Eu olhei pra fora pelo parabrisa por um longo momento, meus pensamentos se movendo
lentamente - eu não parecia ser capaz de fazer esse pensamentos irem pra lugar nenhum. Eu
desliguei o motor, que estava roncando de um jeito piedoso depois de ficar parado por tanto
tempo, e saí nos chuviscos.
A chuva fria pingava nos meus cabelos e então fazia cócegas pelas minhas bochechas como
lágrimas de água fresca. Isso ajudou a limpar minha cabeça. Eu pisquei pra tirar a água dos meus
olhos, olhando pra o nada na estrada.
Depois de alguns minutos olhando, eu reconhecí onde eu estava. Eu estacionei no meio da
Avenida Russel ao norte. Eu estava de pé na frente da casa dos Cheney - minha caminhonete
estava bloqueando a entrada para a garagem deles - e do outro lado da rua moravam os
Markeses. Eu sabia que precisava tirar a minha caminhonete, e que eu precisava voltar pra casa.
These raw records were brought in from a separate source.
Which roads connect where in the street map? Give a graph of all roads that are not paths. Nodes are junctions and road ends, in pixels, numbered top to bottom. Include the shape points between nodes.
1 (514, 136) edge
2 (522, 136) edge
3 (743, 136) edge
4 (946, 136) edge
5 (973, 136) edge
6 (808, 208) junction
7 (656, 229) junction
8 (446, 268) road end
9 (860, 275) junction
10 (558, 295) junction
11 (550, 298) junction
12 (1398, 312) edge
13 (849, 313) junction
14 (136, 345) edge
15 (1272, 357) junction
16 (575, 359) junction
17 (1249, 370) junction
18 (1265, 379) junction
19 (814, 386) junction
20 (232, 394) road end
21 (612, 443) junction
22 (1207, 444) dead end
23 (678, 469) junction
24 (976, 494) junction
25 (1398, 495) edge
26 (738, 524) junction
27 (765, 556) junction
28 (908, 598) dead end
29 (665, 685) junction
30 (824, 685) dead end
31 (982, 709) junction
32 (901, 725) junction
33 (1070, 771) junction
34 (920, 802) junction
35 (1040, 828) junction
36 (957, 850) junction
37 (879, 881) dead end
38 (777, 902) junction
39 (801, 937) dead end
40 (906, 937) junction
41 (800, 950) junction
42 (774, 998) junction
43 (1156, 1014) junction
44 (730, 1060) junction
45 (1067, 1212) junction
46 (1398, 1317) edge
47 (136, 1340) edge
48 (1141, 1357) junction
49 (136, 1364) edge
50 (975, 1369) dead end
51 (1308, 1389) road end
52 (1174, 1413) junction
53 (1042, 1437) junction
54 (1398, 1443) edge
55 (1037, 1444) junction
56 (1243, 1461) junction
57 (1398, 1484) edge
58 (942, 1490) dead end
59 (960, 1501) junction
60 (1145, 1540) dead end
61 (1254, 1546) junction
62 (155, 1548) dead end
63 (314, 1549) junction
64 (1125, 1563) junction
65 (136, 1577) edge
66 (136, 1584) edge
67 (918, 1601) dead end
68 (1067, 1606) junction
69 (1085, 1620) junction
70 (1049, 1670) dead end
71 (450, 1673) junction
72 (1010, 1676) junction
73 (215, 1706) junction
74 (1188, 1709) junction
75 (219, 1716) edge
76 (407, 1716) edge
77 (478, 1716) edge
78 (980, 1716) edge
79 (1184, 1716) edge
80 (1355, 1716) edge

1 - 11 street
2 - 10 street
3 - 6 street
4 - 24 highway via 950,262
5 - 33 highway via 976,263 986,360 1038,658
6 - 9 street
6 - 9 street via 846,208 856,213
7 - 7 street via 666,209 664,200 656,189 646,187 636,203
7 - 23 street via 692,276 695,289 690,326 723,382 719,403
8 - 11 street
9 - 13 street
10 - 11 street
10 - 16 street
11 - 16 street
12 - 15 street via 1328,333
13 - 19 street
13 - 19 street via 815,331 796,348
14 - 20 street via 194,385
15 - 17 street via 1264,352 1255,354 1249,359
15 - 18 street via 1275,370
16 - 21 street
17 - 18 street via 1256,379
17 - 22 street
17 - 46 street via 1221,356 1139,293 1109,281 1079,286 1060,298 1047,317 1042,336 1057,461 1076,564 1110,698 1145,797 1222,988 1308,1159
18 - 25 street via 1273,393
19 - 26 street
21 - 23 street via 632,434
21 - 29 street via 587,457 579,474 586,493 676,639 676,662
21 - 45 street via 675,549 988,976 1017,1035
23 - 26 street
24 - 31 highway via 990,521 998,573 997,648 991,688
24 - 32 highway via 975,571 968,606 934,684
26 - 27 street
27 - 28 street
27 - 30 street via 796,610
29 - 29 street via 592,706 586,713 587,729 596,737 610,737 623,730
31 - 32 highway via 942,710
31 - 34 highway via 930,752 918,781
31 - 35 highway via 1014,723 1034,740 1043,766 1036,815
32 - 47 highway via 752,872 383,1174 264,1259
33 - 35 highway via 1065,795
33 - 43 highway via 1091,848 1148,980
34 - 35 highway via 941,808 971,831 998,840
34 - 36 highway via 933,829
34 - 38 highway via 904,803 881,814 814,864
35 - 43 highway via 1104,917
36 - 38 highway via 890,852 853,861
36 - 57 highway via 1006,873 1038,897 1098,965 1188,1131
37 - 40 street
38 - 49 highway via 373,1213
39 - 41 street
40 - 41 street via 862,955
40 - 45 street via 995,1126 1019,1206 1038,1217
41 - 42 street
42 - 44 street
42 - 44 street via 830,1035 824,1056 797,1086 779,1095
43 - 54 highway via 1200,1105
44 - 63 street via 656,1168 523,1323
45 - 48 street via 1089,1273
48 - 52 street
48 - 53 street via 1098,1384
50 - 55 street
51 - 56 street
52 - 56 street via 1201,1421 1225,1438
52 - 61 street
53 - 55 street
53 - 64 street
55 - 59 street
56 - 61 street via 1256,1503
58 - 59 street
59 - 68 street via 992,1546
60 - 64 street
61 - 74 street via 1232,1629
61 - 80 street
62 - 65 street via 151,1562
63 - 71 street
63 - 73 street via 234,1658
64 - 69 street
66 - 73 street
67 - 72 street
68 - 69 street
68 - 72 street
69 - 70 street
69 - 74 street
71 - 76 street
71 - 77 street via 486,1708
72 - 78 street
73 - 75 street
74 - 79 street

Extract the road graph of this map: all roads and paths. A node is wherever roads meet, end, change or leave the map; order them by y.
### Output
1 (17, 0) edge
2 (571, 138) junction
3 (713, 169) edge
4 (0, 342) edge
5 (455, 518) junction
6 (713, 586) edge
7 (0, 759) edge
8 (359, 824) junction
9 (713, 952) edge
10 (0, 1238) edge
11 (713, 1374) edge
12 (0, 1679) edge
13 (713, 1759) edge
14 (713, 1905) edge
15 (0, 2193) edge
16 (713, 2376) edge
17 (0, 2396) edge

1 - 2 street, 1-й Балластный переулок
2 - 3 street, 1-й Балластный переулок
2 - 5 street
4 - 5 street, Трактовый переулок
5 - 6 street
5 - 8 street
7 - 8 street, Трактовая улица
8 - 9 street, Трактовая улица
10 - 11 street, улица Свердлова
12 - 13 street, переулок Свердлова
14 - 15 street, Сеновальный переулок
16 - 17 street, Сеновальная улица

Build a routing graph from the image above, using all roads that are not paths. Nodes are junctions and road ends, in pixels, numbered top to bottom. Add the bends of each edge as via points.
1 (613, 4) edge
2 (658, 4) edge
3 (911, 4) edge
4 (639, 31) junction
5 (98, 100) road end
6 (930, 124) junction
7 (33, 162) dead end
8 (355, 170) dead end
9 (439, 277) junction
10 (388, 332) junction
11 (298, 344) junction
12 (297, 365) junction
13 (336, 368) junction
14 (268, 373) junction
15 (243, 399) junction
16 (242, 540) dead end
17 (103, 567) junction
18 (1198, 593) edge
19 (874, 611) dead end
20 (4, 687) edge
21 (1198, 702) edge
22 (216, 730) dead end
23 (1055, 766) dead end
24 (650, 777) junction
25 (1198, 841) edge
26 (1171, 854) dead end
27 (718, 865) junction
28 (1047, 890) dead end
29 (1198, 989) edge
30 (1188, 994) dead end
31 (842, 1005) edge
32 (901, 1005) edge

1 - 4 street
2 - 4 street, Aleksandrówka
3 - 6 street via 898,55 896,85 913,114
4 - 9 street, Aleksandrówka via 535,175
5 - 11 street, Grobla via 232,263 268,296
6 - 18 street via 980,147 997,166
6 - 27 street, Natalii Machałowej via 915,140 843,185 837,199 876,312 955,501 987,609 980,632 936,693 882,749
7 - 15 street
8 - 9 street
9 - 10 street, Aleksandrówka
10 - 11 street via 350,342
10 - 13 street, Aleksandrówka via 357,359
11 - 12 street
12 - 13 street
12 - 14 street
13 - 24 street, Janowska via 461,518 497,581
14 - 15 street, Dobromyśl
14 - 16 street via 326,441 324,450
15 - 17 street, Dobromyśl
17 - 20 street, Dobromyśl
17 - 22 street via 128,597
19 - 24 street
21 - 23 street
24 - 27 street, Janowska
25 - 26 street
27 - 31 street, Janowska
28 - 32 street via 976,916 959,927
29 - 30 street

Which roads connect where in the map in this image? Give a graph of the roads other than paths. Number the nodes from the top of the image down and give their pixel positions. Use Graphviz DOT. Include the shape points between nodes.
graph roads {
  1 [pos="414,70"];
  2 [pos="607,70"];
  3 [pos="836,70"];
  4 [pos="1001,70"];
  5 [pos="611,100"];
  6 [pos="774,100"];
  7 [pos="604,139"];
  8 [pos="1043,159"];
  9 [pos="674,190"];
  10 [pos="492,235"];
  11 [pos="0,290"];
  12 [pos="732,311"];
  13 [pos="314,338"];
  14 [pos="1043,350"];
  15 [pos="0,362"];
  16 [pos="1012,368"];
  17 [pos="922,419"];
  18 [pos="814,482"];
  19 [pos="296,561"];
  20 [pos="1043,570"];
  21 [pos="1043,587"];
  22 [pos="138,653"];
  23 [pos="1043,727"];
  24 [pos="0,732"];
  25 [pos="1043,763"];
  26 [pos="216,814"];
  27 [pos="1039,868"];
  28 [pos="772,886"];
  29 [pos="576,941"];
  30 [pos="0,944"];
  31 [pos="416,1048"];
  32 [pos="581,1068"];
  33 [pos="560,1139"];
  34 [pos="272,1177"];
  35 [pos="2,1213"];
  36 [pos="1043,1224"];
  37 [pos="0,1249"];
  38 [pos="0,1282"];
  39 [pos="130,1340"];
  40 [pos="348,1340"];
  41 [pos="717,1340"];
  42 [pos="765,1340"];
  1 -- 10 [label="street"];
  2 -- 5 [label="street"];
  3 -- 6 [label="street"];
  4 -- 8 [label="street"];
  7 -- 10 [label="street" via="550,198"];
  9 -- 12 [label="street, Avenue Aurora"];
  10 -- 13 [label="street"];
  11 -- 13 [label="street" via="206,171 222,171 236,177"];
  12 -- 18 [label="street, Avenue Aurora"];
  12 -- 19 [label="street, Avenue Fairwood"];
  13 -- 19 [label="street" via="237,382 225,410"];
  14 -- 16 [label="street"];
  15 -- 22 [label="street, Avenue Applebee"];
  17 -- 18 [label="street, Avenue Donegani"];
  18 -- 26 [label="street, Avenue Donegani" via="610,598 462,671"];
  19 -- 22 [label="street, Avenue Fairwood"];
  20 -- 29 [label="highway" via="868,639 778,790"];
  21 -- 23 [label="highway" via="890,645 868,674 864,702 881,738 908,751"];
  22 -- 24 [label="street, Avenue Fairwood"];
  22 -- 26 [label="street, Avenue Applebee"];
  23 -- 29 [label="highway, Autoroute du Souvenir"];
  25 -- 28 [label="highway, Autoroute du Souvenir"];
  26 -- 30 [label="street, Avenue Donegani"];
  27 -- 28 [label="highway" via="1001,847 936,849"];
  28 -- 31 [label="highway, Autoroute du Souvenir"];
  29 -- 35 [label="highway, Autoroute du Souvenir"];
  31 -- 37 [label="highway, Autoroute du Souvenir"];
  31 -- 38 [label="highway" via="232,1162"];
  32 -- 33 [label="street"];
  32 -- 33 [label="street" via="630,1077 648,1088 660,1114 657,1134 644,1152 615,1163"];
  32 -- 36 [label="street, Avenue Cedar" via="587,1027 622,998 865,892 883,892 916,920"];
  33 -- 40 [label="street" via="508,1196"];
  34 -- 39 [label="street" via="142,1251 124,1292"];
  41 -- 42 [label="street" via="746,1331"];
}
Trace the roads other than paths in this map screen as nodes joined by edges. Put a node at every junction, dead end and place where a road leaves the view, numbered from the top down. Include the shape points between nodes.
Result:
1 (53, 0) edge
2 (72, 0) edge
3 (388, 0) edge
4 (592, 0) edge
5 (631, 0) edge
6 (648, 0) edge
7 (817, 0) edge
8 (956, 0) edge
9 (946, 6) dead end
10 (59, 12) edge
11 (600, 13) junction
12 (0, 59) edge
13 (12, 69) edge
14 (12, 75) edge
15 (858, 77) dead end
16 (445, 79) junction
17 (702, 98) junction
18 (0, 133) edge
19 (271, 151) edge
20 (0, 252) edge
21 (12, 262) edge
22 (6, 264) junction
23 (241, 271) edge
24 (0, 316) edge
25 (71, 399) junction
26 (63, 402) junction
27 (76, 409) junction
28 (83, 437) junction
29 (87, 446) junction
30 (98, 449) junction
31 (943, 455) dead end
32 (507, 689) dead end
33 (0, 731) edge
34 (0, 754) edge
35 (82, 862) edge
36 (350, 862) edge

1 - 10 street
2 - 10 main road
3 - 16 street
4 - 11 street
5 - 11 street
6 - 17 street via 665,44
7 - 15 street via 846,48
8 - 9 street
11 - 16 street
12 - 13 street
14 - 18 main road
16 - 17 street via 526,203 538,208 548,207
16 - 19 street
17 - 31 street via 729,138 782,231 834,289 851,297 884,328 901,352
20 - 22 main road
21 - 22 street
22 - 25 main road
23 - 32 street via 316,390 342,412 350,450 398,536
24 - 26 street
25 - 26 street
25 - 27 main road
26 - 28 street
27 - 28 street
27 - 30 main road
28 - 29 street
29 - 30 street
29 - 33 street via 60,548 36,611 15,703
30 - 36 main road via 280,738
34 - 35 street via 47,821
Era errado ficar perambulando do jeito que eu estava, distraída e prejudicada, uma ameaça nas
avenidas de Forks. Além do mais, alguém ia reparar em mim em breve, e me denunciar pra
Charlie.
Enquanto eu respirava fundo me preparando pra me mover, uma placa no quintal dos
Markeses chamou minha atenção - era só um pedaço grande de cartolina encostado na caixa de
correio deles, com letras pretas rabiscadas.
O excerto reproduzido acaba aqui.